Er schien etwas grösser als ich zu sein. Ich überlegte einen kurzen Moment, ob ich es tatsächlich mit ihm aufnehmen könnte, doch er unterbrach den Gedanken. "Erstens, schlag niemals meine Hilfe ab. Und zweitens, bitte kralle dich nicht so fest an mich." Erschreckt stellte ich fest, dass sich meine Finger in seinem Shirt vergraben hatten. Wieder lachte er und ich spürte es durch meinen Körper. Blitzschnell schreckte ich zurück.
Ich war ihm so nahe gekommen.
Viel zu nahe.
Ich konnte mich nicht entscheiden. War er einer von ihnen? Einer, der mich in eine hinterhältige Falle gelockt hatte? Jemand, der mich tot sehen wollte?
Oder war er wirklich der nette Typ, an dessen Schulter ich mich vorhin geklammert hatte? Der mich aufgefangen hatte, bevor ich stürzte? Der mir wirklich helfen wollte?
So mißtrauisch ich auch war, ich konnte nichts böses in ihm entdecken. Keinen einzigen Funken. War er ein guter Schauspieler?
Als ich wieder aufblickte musterte er mich intensiv. Sein undurchdringlicher Blick ruhte auf mir. Unter diesem Blick wandte ich mich, wollte ihm entkommen. Seine Stirn war in Falten gelegt, das Einzige, was darauf hindeutete, dass er gerade nachdachte. "Wie heisst du eigentlich?", wollte er nach einiger Zeit von mir wissen. Nachdenken. Nachdenken.
"Lyla." Eine Lüge. Aber Lügen waren Schutzmauern. Schutzmauern, die ich um mich herum aufzubauen begonnen hatte. Die mich vor der Warheit bewahrten.
"Hmmm...Also Lyla.", jetzt war er wieder völlig ernst, nicht der aufgestellte Alexander. "Du bist mir einige Antworten schuldig."
Ich würde wieder lügen.

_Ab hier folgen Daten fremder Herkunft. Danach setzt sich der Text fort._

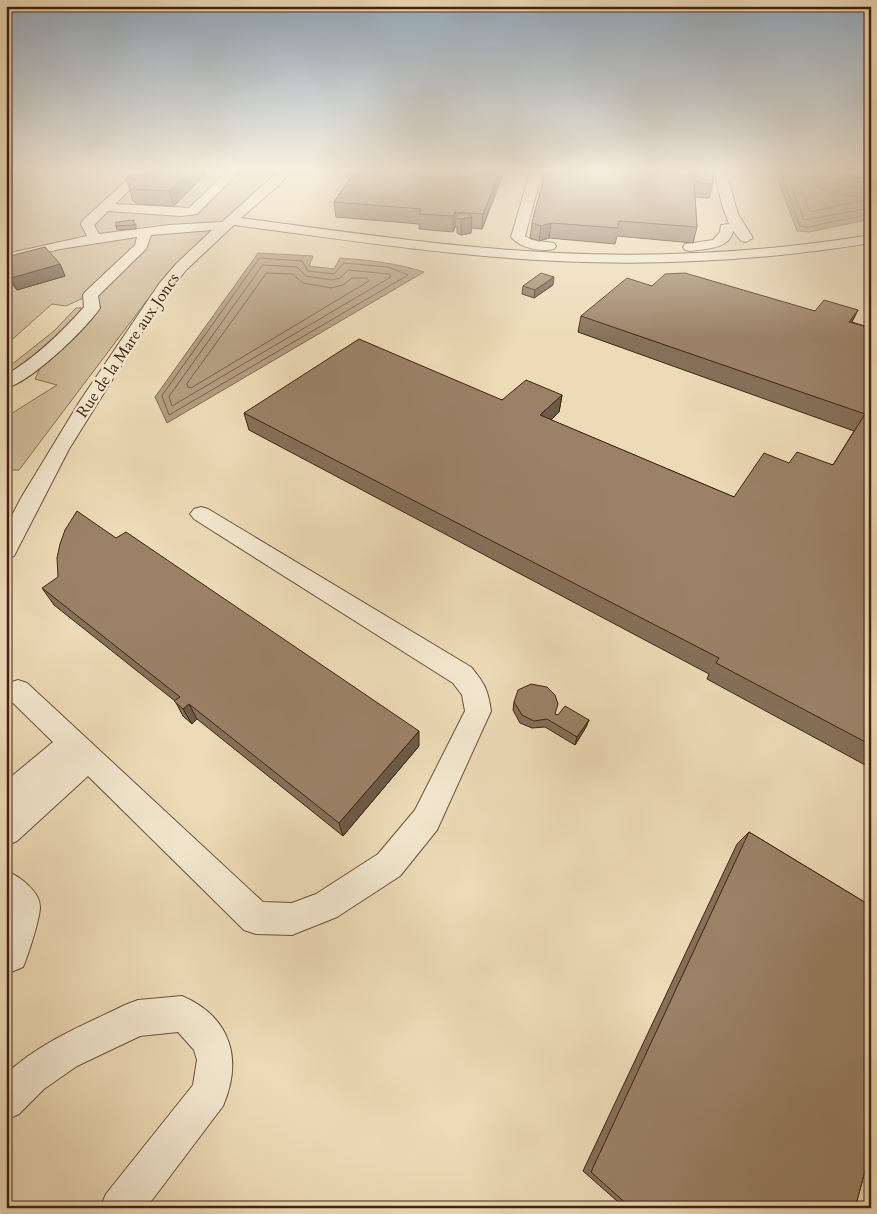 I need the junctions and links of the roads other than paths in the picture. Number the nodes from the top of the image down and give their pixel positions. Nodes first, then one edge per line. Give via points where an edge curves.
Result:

Würde mir mein eigenes Leben aus Fantasien aufbauen und sie ihm auftischen. Er wollte Antworten? Gut konnte er sie haben! Aber nicht jetzt. Jetzt musste ich auf die Tränendrüse drücken.
Ich sah extra auffällig an mir herab und schüttelte leicht den Kopf. Als ich den Blick wieder auf Alexander richtete, versuchte ich einen verzweifelten, schmerzhaften Blick aufzusetzen. Ich hoffte,dass es überzeugend wirkte. "Ich dachte, du willst mir helfen und mich nicht hinterfragen. Sieh mich an Alexander." Er hob seinen Blick, den er bis vor kurzem an meinem Körper auf- und abwandern liess. Er hob fragend eine Augenbraue aber unterbrach mich nicht. "Ich bin halb verhungert, verletzt und todmüde." Wie zur Bestätigung rieb ich mir über den aufgeschürften Arm. "Wenn du mir wirklich helfen willst, solltest du wissen, was zu tun ist." Jetzt wirkte er echt verlegen. "Es ist nicht mehr weit. Nur noch einige Minuten, dann sind wir dort. Aber glaub nicht, dass du meinen Fragen entkommst. Das Blut da, das könnte auch das eines anderen Menschen sein. Was verrät mir, dass du in Wirklichkeit keine Mörderin bist?" "Hätte ich dich dann nicht schon lange getötet?" Äffte ich ihn nach. Absichtlich benutzte ich genau die gleichen Worte wie er. Ein müdes Lächeln stahl sich auf seine Lippen. "Womöglich." Flüsterte er leise, aber genug laut, dass ich es hören konnte.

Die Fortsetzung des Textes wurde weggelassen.